## Supplied entries
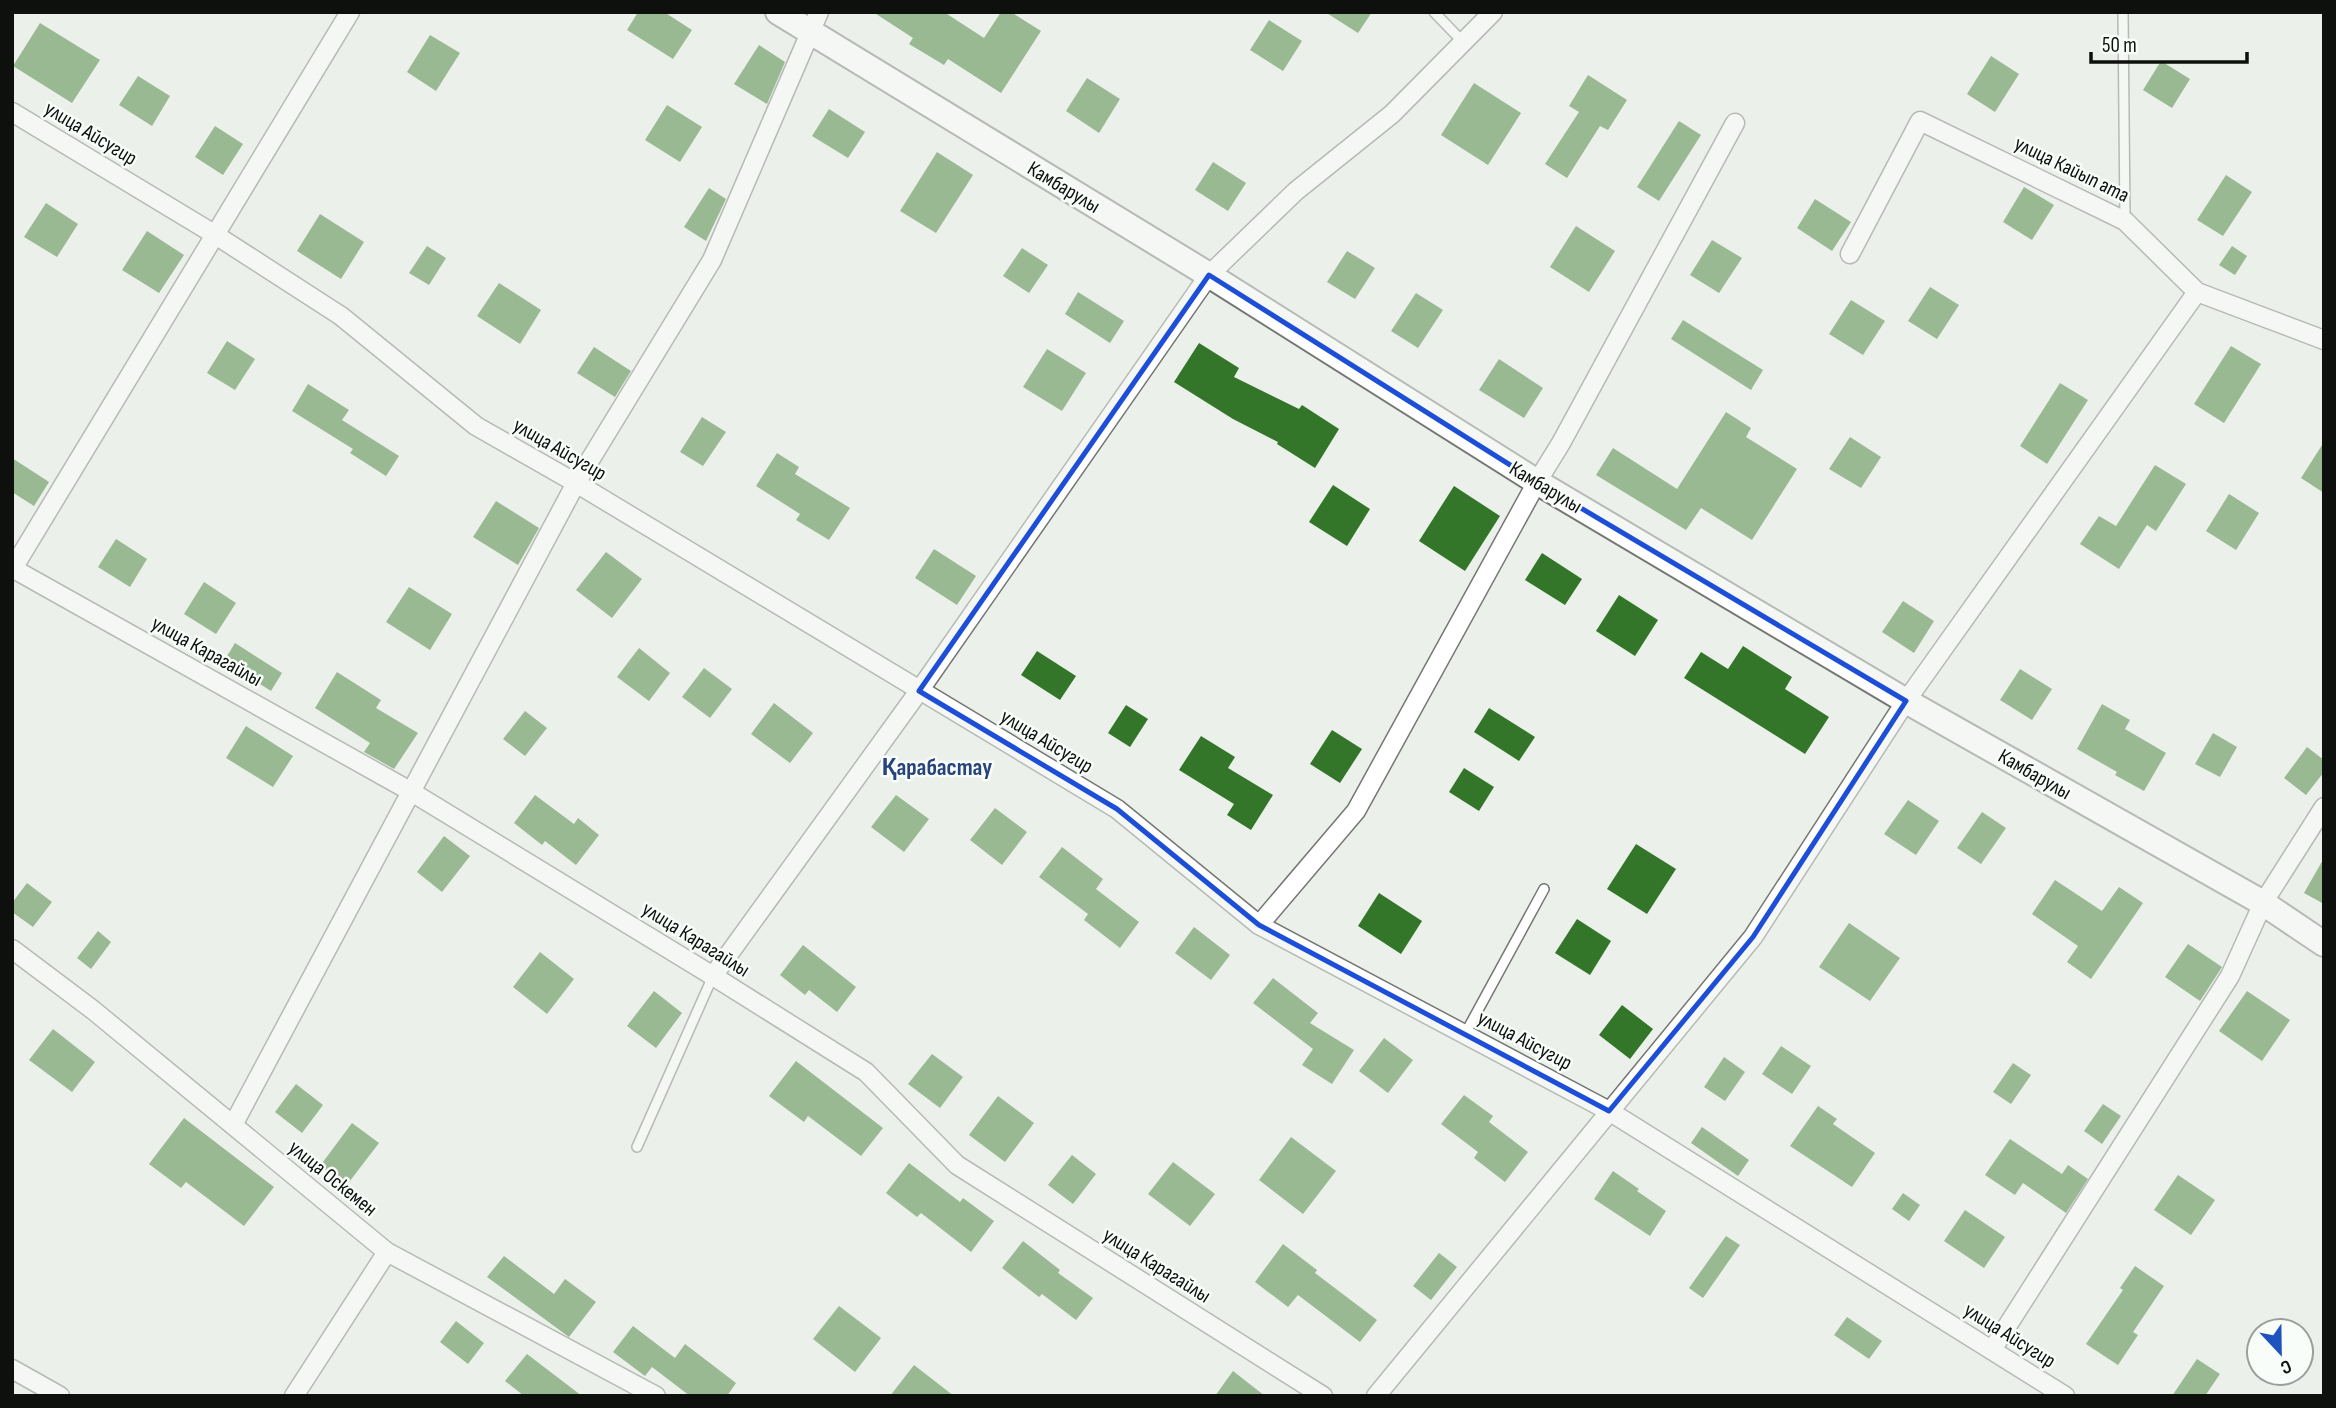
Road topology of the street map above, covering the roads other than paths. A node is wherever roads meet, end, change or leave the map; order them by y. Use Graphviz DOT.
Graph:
graph roads {
  1 [pos="350,12"];
  2 [pos="778,12"];
  3 [pos="1434,12"];
  4 [pos="1493,12"];
  5 [pos="2123,12"];
  6 [pos="814,22"];
  7 [pos="1463,42"];
  8 [pos="12,112"];
  9 [pos="1735,123"];
  10 [pos="2125,221"];
  11 [pos="214,234"];
  12 [pos="1850,254"];
  13 [pos="1209,275"];
  14 [pos="2196,292"];
  15 [pos="2324,340"];
  16 [pos="1536,482"];
  17 [pos="576,483"];
  18 [pos="13,569"];
  19 [pos="919,691"];
  20 [pos="1906,701"];
  21 [pos="410,791"];
  22 [pos="2324,807"];
  23 [pos="1544,889"];
  24 [pos="2263,904"];
  25 [pos="1259,925"];
  26 [pos="2324,944"];
  27 [pos="12,949"];
  28 [pos="713,976"];
  29 [pos="1465,1034"];
  30 [pos="1609,1111"];
  31 [pos="233,1125"];
  32 [pos="637,1147"];
  33 [pos="387,1252"];
  34 [pos="1992,1350"];
  35 [pos="12,1369"];
  36 [pos="60,1396"];
  37 [pos="294,1396"];
  38 [pos="656,1396"];
  39 [pos="1323,1396"];
  40 [pos="1376,1396"];
  41 [pos="2065,1396"];
  1 -- 11 [label="street"];
  2 -- 6 [label="street, Камбарулы"];
  3 -- 7 [label="lane"];
  4 -- 7 [label="street"];
  5 -- 10 [label="lane"];
  6 -- 13 [label="street, Камбарулы"];
  6 -- 17 [label="street"];
  7 -- 13 [label="street"];
  8 -- 11 [label="street, улица Айсугир"];
  9 -- 16 [label="street"];
  10 -- 12 [label="street, улица Кайып ата"];
  10 -- 14 [label="street, улица Кайып ата"];
  11 -- 17 [label="street, улица Айсугир"];
  11 -- 18 [label="street"];
  13 -- 16 [label="street, Камбарулы"];
  13 -- 19 [label="street"];
  14 -- 15 [label="street, улица Кайып ата"];
  14 -- 20 [label="street"];
  16 -- 20 [label="street, Камбарулы"];
  16 -- 25 [label="street"];
  17 -- 19 [label="street, улица Айсугир"];
  17 -- 21 [label="street"];
  18 -- 21 [label="street, улица Карагайлы"];
  19 -- 25 [label="street, улица Айсугир"];
  19 -- 28 [label="street"];
  20 -- 24 [label="street, Камбарулы"];
  20 -- 30 [label="street"];
  21 -- 28 [label="street, улица Карагайлы"];
  21 -- 31 [label="street"];
  22 -- 24 [label="street"];
  23 -- 29 [label="lane"];
  24 -- 26 [label="street, Камбарулы"];
  24 -- 34 [label="street"];
  25 -- 29 [label="street, улица Айсугир"];
  27 -- 31 [label="street, улица Оскемен"];
  28 -- 32 [label="lane"];
  28 -- 39 [label="street, улица Карагайлы"];
  29 -- 30 [label="street, улица Айсугир"];
  30 -- 34 [label="street, улица Айсугир"];
  30 -- 40 [label="street"];
  31 -- 33 [label="street, улица Оскемен"];
  33 -- 37 [label="street"];
  33 -- 38 [label="street, улица Оскемен"];
  34 -- 41 [label="street, улица Айсугир"];
  35 -- 36 [label="street"];
}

## Instructions for the task
With the pictures set aside, repeat every entry above exactly.

## Reply to the task
Road topology of the street map above, covering the roads other than paths. A node is wherever roads meet, end, change or leave the map; order them by y. Use Graphviz DOT.
Graph:
graph roads {
  1 [pos="350,12"];
  2 [pos="778,12"];
  3 [pos="1434,12"];
  4 [pos="1493,12"];
  5 [pos="2123,12"];
  6 [pos="814,22"];
  7 [pos="1463,42"];
  8 [pos="12,112"];
  9 [pos="1735,123"];
  10 [pos="2125,221"];
  11 [pos="214,234"];
  12 [pos="1850,254"];
  13 [pos="1209,275"];
  14 [pos="2196,292"];
  15 [pos="2324,340"];
  16 [pos="1536,482"];
  17 [pos="576,483"];
  18 [pos="13,569"];
  19 [pos="919,691"];
  20 [pos="1906,701"];
  21 [pos="410,791"];
  22 [pos="2324,807"];
  23 [pos="1544,889"];
  24 [pos="2263,904"];
  25 [pos="1259,925"];
  26 [pos="2324,944"];
  27 [pos="12,949"];
  28 [pos="713,976"];
  29 [pos="1465,1034"];
  30 [pos="1609,1111"];
  31 [pos="233,1125"];
  32 [pos="637,1147"];
  33 [pos="387,1252"];
  34 [pos="1992,1350"];
  35 [pos="12,1369"];
  36 [pos="60,1396"];
  37 [pos="294,1396"];
  38 [pos="656,1396"];
  39 [pos="1323,1396"];
  40 [pos="1376,1396"];
  41 [pos="2065,1396"];
  1 -- 11 [label="street"];
  2 -- 6 [label="street, Камбарулы"];
  3 -- 7 [label="lane"];
  4 -- 7 [label="street"];
  5 -- 10 [label="lane"];
  6 -- 13 [label="street, Камбарулы"];
  6 -- 17 [label="street"];
  7 -- 13 [label="street"];
  8 -- 11 [label="street, улица Айсугир"];
  9 -- 16 [label="street"];
  10 -- 12 [label="street, улица Кайып ата"];
  10 -- 14 [label="street, улица Кайып ата"];
  11 -- 17 [label="street, улица Айсугир"];
  11 -- 18 [label="street"];
  13 -- 16 [label="street, Камбарулы"];
  13 -- 19 [label="street"];
  14 -- 15 [label="street, улица Кайып ата"];
  14 -- 20 [label="street"];
  16 -- 20 [label="street, Камбарулы"];
  16 -- 25 [label="street"];
  17 -- 19 [label="street, улица Айсугир"];
  17 -- 21 [label="street"];
  18 -- 21 [label="street, улица Карагайлы"];
  19 -- 25 [label="street, улица Айсугир"];
  19 -- 28 [label="street"];
  20 -- 24 [label="street, Камбарулы"];
  20 -- 30 [label="street"];
  21 -- 28 [label="street, улица Карагайлы"];
  21 -- 31 [label="street"];
  22 -- 24 [label="street"];
  23 -- 29 [label="lane"];
  24 -- 26 [label="street, Камбарулы"];
  24 -- 34 [label="street"];
  25 -- 29 [label="street, улица Айсугир"];
  27 -- 31 [label="street, улица Оскемен"];
  28 -- 32 [label="lane"];
  28 -- 39 [label="street, улица Карагайлы"];
  29 -- 30 [label="street, улица Айсугир"];
  30 -- 34 [label="street, улица Айсугир"];
  30 -- 40 [label="street"];
  31 -- 33 [label="street, улица Оскемен"];
  33 -- 37 [label="street"];
  33 -- 38 [label="street, улица Оскемен"];
  34 -- 41 [label="street, улица Айсугир"];
  35 -- 36 [label="street"];
}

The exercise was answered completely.